The main components of a vegetable dryer include the heating system, air circulation system, drying chamber, moisture discharge system, optional heat recovery system, and sensors and monitoring equipment. These systems work in concert to fulfill requirements for continuous heating, moisture removal, temperature and humidity control, uniform heating and dehydration, time regulation, and cooling. The drying process flow is shown in Figure 1.

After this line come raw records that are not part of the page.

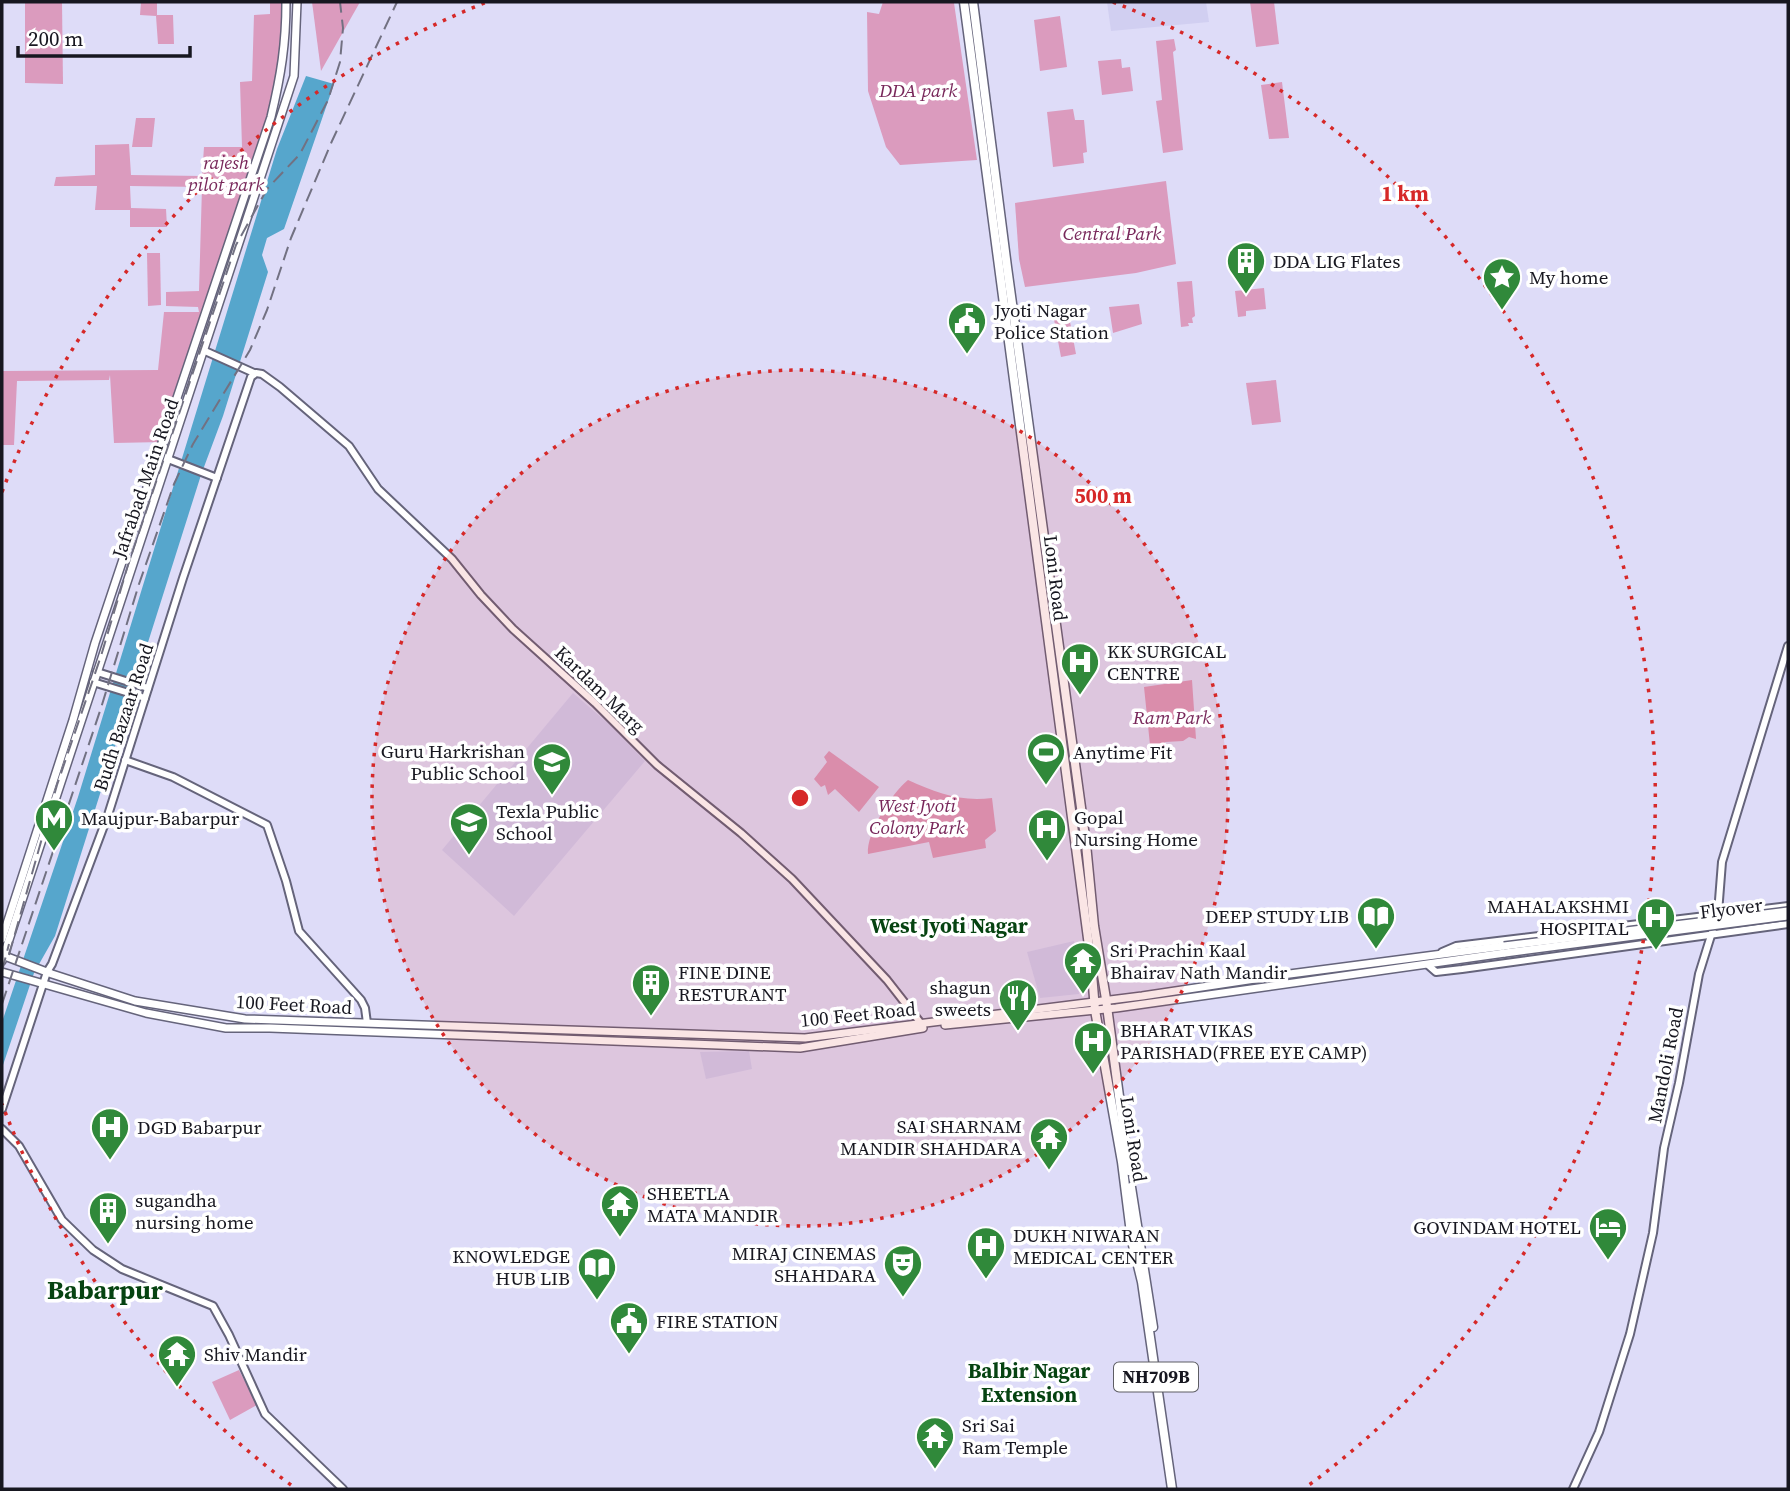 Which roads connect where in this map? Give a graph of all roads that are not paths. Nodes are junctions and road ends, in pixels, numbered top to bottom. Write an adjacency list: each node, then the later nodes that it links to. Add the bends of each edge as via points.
1 (286, 2): 20 (main road, Jafrabad Main Road, via 283,70 271,117 95,643)
2 (298, 2): 5 (main road, Jafrabad Main Road, via 294,76)
3 (964, 2): 29 (highway, Loni Road / NH709B)
4 (973, 2): 28 (highway, Loni Road / NH709B)
5 (205, 351): 6 (street, Kardam Marg); 7 (main road, Jafrabad Main Road)
6 (255, 373): 8 (street, Budh Bazaar Road); 31 (street, Kardam Marg, via 280,387 349,446 378,489 428,533 513,629 657,765 792,879)
7 (168, 459): 8 (street); 10 (main road, Jafrabad Main Road)
8 (217, 478): 12 (street, Budh Bazaar Road)
9 (1788, 646): 15 (street, Mandoli Road, via 1722,862)
10 (97, 672): 11 (main road, Jafrabad Main Road); 12 (street)
11 (93, 682): 13 (street); 22 (main road, Jafrabad Main Road)
12 (148, 688): 13 (street, Budh Bazaar Road)
13 (145, 698): 14 (street, Budh Bazaar Road)
14 (125, 760): 25 (street, Budh Bazaar Road); 30 (street, via 173,777 267,825 299,931 361,1000)
15 (1718, 913): 16 (street, 100 Feet Road); 19 (street, Mandoli Road); 21 (street, 100 Feet Road, via 1456,946)
16 (1788, 913): 18 (street, via 1750,923); 21 (main road, Flyover, bridge); 23 (main road, Flyover, bridge)
17 (1788, 924): 18 (street)
18 (1738, 932): 19 (street, 100 Feet Road)
19 (1711, 935): 23 (street, 100 Feet Road, via 1436,972); 39 (street, Mandoli Road, via 1699,974 1664,1148 1653,1233 1630,1334 1599,1432)
20 (2, 939)
21 (1434, 956): 26 (main road, 100 Feet Road)
22 (2, 957): 25 (main road, 100 Feet Road)
23 (1428, 965): 26 (main road, 100 Feet Road)
24 (2, 972): 27 (main road, 100 Feet Road)
25 (47, 972): 27 (street, Budh Bazaar Road); 30 (main road, 100 Feet Road, via 135,1001 245,1019)
26 (1267, 982): 28 (main road, 100 Feet Road)
27 (43, 985): 33 (main road, 100 Feet Road, via 146,1013 226,1028); 34 (street, Budh Bazaar Road)
28 (1107, 1004): 29 (main road, 100 Feet Road); 36 (highway, Loni Road / NH709B)
29 (1095, 1006): 31 (main road, 100 Feet Road); 36 (highway, Loni Road / NH709B)
30 (367, 1023): 32 (main road, 100 Feet Road)
31 (923, 1025): 32 (main road, 100 Feet Road, via 805,1038); 33 (main road, 100 Feet Road, via 800,1048)
32 (572, 1029): 33 (main road)
33 (572, 1039)
34 (2, 1110)
35 (3, 1131): 37 (street, via 19,1146 62,1220 93,1250 122,1269 213,1306 265,1414)
36 (1140, 1260): 38 (highway, Loni Road / NH709B)
37 (343, 1489)
38 (1175, 1489)
39 (1573, 1489)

The entire drying process consists of three main energy-intensive stages: the heating phase, the constant-rate drying phase, and the falling-rate dehydration phase. The heating system requires continuous thermal input, while energy is also consumed by the moisture removal system (responsible for exhausting humid air) and the dehumidification system (which reduces the moisture content of the air). The approximate energy distribution in selected drying equipment is illustrated in Figure 2 [23]; material properties, the chosen drying technology, and environmental conditions all influence the drying process.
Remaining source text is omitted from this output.